Was hat Sie bei Ihrem ersten Besuch beeindruckt?

Während meines Studiums der Landschaftsplanung hatte ich viel über diesen Park gelesen, ihn aber noch nie zuvor gesehen. Als ich den Bergpark dann 1977 das erste Mal betrat, hat mich neben der Größe vor allem die Vielzahl fremdländischer Gehölze und Pflanzen beeindruckt, die aus den unterschiedlichsten Weltregionen stammen. Viele der hier versammelten Gewächse hatte ich so in Europa noch nie zuvor in einer Parklandschaft gesehen.

In welcher Jahreszeit ist es hier am schönsten?

Es mag banal klingen, aber ich denke, dass diese Parkanlage das ganze Jahr über fasziniert. Im Frühjahr ist es die Unterschiedlichkeit und Farbenpracht der Blüten- und Laubaustriebe. Im Sommer sind es die Wasserspiele, die begeistern. Aber auch die Geräuschkulisse – sei es das Rauschen des Wassers, der Wind in den Bäumen oder das Zwitschern der Vögel. Im Herbst ist es die Vielfalt der Herbstfärbung. Und im Winter sind es die zu Eis erstarrten Wasserfälle und die oft märchenhaft anmutende Stille der Parklandschaft.
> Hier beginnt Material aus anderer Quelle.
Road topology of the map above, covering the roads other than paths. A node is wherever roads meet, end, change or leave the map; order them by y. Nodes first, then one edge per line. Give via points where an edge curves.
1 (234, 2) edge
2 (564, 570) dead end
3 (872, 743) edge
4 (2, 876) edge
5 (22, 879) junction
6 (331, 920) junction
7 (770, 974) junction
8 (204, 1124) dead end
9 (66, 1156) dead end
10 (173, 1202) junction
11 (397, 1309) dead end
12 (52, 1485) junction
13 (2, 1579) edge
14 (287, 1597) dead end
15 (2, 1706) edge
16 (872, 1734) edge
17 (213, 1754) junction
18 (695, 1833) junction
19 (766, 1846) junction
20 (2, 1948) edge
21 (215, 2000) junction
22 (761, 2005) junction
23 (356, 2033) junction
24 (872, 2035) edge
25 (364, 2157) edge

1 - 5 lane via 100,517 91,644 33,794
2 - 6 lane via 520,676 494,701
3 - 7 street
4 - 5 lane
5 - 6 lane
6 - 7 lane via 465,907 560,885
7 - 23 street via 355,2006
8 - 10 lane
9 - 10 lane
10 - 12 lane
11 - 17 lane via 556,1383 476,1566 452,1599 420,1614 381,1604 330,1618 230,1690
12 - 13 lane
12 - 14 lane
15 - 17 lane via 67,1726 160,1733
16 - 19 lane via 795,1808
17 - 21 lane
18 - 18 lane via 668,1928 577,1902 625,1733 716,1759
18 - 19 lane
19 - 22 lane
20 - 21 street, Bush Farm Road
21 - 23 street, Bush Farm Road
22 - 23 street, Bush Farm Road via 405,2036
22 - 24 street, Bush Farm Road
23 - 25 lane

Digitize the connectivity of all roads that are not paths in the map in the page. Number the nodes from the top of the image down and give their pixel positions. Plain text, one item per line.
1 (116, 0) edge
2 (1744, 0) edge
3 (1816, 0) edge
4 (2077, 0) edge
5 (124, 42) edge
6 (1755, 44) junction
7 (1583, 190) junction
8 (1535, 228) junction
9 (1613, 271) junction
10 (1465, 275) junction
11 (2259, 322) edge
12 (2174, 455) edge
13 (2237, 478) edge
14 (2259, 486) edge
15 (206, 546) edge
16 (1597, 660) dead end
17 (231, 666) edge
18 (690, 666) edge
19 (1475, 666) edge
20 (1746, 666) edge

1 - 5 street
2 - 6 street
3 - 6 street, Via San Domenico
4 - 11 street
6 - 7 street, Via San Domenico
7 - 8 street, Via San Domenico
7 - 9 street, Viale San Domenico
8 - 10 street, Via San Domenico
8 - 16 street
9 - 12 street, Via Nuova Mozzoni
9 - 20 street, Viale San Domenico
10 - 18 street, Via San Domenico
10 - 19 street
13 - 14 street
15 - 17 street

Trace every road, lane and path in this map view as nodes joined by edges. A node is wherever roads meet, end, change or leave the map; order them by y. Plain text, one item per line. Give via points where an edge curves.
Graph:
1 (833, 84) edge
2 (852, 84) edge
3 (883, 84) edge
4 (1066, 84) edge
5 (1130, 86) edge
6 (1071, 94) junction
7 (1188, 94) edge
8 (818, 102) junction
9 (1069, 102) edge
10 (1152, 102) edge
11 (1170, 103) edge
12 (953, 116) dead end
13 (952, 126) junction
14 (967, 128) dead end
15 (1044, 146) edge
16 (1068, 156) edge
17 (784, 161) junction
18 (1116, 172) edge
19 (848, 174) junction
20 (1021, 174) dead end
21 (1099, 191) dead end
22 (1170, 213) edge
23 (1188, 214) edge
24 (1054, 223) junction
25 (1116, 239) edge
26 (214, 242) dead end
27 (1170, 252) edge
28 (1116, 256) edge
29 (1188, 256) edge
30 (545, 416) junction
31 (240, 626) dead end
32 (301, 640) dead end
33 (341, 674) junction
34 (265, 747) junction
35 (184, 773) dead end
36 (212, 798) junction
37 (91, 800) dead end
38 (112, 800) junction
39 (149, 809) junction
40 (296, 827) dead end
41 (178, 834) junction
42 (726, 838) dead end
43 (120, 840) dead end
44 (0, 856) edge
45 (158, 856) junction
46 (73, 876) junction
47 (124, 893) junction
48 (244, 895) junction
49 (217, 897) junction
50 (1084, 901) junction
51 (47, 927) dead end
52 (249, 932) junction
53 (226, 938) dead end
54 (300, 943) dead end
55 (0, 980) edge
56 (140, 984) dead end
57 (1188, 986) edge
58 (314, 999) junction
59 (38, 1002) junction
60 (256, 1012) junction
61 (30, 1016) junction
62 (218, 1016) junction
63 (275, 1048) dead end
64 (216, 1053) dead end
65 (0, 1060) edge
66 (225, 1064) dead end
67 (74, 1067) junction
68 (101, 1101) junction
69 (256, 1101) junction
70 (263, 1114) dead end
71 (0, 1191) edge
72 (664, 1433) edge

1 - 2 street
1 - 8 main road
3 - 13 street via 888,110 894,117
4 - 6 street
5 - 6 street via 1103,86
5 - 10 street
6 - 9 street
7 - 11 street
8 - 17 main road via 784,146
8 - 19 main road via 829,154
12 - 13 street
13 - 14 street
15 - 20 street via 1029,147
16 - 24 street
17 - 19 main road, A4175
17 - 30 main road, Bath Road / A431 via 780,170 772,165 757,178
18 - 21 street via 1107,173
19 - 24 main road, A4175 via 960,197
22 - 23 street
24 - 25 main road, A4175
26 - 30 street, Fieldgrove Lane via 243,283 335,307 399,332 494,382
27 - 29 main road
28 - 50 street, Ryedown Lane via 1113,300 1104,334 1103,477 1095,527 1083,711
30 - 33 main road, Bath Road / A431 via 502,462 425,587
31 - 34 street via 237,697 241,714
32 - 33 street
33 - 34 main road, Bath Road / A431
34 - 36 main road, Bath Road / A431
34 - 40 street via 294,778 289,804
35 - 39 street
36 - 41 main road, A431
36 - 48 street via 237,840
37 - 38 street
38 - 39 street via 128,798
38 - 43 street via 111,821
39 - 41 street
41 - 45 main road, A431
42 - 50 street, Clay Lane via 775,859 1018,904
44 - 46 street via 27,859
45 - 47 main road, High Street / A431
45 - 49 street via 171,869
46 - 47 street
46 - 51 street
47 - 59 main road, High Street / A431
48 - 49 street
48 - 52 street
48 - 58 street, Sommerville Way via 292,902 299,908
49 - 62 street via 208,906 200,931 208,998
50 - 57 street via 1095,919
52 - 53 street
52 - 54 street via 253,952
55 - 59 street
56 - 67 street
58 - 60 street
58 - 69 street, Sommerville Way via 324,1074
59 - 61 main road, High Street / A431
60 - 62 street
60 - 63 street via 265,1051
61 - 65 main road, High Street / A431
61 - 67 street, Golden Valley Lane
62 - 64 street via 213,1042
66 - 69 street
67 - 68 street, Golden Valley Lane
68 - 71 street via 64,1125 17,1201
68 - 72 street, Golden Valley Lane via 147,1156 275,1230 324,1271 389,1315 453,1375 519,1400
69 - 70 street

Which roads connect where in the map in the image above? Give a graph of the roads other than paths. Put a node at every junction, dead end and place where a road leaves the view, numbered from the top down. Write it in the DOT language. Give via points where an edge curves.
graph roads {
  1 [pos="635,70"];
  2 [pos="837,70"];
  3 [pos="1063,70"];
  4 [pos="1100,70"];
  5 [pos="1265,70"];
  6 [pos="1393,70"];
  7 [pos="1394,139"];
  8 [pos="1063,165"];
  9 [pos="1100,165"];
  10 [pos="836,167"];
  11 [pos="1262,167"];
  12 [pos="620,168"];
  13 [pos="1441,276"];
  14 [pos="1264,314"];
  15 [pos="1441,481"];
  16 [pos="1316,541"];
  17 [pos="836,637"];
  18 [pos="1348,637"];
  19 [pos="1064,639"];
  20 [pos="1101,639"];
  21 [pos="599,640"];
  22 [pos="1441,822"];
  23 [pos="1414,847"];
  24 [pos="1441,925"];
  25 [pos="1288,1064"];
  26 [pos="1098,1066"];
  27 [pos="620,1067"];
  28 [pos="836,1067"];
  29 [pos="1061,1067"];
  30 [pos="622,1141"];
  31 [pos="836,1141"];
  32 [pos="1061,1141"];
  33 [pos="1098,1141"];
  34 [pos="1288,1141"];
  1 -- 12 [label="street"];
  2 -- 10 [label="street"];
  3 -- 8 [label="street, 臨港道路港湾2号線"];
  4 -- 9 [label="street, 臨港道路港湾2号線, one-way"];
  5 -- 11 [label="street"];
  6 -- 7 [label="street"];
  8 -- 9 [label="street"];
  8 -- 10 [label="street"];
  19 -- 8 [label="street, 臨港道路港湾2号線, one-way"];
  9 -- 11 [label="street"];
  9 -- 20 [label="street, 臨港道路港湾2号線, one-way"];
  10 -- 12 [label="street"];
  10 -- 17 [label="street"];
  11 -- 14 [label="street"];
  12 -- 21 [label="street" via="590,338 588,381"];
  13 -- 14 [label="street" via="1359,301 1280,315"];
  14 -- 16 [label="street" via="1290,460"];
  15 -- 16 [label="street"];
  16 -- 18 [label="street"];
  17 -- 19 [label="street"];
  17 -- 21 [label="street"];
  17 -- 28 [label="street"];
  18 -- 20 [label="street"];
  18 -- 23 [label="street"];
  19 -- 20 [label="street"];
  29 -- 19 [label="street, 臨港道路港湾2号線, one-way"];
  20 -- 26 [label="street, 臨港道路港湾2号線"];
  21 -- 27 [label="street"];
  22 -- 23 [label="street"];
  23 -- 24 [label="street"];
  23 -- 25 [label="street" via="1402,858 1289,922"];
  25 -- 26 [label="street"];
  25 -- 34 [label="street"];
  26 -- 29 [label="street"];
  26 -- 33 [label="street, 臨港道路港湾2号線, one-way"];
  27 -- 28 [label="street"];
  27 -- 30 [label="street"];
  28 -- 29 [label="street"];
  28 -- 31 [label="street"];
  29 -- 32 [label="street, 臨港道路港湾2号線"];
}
Was sollte ich mir hier sonst noch ansehen?

Schloss und Park Wilhelmsthal in der Gemeinde Calden, gut 10 Kilometer nördlich vom Bergpark Wilhelmshöhe. Erbaut wurden das spätbarocke Schloss und der Park zwischen 1747 und 1761. Ein wesentliches Element des Parks ist ein in einem Graben verlaufender Zaun, der die Schlossanlage scheinbar ohne Übergang und Abgrenzung in die umgebende Landschaft einfügt. Erst wenn man unmittelbar vor dem Graben steht, nimmt man den begrenzenden Zaun wahr.

Welterbe macht hungrig. Welche regionale Spezialität sollte ich probieren?

Als Spezialität der Region um Kassel gilt die “Ahle Wurst“. Sie wird ausschließlich aus Schweinefleisch hergestellt. Die Zugabe von Geschmacksverstärkern und Reifebeschleunigern ist verboten, als Würzmittel dürfen nur bestimmte Gewürze verwendet werden. Die Reifezeit der luftgetrockneten Wurst liegt zwischen zwei und sieben Monaten.

Und welches Welterbe würden Sie gerne mal besuchen?

Mich fasziniert die Frage, welche Einflüsse und Beziehungen über Grenzen hinweg die Kunst des Gartenbaus prägten. Aus diesem Grund würden mich die chinesischen Landschaftsgärten, beispielsweise der Kaiserliche Garten in Peking oder die Gärten von Suzhou oder Wulingyuan sehr interessieren. Auch die sogenannten Persischen Gärten – neun unterschiedliche Gartenanlagen im Iran, die erst seit 2011 zum Welterbe zählen – würde ich sehr gerne einmal besuchen.

Maren Brechmacher-Ihnen

hat über 30 Jahre lang an der Universität Kassel als Gartenhistorikerin gelehrt.

Die Geschichte der Gartenkunst ist ihre große Leidenschaft geblieben. Seit 2003 ist die Landschafts- und Gartenarchitektin im Vorstand des Vereins Bürger für das Welterbe Bergpark Wilhelmshöhe.